## PROBLEM DESCRIPTION
Search each line below for "true", then return the lines where it appears.

Stored data:
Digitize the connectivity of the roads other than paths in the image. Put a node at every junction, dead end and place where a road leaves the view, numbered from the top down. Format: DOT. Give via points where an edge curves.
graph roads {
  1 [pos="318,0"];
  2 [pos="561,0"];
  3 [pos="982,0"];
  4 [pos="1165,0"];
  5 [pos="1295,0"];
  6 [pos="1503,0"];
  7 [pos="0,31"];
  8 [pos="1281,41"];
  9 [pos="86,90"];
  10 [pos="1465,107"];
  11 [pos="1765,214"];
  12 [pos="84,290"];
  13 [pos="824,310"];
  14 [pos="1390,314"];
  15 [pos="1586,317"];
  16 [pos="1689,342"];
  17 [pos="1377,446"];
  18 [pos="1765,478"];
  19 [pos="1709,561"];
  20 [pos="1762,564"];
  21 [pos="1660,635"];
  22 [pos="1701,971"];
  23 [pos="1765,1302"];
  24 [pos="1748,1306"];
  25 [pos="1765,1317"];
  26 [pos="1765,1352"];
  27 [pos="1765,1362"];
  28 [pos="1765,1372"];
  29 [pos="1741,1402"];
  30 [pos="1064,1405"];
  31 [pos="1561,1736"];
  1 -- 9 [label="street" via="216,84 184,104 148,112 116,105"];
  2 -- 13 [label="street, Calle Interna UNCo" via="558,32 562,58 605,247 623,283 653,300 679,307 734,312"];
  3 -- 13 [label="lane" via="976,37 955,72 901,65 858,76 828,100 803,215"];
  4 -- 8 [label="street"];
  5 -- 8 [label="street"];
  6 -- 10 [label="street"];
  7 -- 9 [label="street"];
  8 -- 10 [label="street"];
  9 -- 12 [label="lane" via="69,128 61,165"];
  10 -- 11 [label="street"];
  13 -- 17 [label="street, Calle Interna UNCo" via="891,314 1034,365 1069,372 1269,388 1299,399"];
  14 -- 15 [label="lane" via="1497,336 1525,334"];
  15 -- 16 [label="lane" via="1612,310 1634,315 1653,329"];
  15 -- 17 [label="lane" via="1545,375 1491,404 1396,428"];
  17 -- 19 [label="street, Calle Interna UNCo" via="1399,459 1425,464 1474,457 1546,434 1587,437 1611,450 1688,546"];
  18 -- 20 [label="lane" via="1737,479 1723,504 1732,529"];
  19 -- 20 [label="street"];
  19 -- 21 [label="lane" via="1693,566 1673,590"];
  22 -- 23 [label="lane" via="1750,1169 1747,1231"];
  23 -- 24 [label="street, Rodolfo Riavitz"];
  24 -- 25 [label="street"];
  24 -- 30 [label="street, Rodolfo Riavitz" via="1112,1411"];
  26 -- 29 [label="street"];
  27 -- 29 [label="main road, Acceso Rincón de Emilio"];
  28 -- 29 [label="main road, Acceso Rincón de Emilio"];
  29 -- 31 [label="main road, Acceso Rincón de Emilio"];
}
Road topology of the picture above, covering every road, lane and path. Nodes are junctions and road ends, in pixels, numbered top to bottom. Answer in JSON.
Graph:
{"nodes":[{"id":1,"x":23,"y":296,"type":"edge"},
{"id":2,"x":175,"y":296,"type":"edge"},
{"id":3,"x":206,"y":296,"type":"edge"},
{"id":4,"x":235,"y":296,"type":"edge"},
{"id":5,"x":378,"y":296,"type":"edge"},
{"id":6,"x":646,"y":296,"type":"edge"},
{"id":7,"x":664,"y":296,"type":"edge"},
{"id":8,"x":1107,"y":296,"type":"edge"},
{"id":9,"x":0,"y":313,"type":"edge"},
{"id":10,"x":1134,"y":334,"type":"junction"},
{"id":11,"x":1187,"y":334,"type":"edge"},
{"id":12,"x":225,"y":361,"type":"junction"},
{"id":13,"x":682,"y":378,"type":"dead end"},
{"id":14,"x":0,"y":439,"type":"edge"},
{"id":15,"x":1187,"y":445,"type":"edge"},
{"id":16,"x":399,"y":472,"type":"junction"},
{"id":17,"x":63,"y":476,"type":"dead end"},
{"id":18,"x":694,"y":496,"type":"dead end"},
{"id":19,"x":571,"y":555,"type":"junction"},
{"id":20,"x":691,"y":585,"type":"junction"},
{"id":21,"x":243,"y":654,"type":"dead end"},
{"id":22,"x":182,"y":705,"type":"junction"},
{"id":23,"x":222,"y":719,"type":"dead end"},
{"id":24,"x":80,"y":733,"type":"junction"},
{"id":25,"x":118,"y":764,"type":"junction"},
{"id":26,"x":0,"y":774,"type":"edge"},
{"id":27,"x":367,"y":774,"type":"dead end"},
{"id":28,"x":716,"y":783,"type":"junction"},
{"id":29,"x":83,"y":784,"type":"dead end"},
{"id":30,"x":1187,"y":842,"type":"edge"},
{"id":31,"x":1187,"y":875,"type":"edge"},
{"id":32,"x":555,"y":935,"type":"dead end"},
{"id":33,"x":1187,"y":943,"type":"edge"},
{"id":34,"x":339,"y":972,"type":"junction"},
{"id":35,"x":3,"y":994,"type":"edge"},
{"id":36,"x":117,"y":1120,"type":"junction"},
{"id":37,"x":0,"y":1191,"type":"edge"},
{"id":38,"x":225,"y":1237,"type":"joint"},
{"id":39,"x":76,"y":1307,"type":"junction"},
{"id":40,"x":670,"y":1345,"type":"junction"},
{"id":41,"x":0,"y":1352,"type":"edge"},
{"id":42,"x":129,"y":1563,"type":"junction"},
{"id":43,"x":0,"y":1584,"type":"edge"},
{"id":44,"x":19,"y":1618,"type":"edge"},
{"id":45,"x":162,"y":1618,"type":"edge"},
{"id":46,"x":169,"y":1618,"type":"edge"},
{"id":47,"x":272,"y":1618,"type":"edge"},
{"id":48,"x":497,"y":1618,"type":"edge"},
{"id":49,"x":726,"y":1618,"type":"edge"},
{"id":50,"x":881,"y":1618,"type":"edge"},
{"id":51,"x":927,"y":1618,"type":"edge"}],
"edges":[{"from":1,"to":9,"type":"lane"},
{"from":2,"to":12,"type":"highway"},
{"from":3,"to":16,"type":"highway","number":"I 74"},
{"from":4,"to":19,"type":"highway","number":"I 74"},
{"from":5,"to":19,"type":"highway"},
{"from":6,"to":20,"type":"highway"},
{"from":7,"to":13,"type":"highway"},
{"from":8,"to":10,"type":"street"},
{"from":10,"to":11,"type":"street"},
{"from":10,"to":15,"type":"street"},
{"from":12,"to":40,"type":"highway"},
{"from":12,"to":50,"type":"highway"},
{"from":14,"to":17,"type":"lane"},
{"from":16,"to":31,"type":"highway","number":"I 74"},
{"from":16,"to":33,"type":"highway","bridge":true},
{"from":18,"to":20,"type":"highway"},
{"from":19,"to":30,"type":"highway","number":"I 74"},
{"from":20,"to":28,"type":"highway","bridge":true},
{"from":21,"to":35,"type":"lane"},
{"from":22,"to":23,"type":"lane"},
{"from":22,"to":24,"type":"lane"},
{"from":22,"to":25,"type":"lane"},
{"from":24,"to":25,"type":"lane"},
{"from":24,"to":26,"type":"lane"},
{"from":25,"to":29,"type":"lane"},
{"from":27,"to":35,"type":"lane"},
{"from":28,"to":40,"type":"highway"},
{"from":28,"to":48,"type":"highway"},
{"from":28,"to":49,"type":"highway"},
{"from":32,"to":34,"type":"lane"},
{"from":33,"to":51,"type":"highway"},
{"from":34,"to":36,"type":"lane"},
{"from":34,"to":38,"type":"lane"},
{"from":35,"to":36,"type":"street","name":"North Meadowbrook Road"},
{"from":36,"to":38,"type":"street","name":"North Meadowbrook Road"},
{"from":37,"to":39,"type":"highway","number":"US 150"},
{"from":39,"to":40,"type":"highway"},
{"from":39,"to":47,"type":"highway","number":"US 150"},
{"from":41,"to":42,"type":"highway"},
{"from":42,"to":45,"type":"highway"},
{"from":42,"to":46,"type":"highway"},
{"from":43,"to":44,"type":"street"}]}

## SOLVED EXERCISE
{"from":16,"to":33,"type":"highway","bridge":true},
{"from":20,"to":28,"type":"highway","bridge":true},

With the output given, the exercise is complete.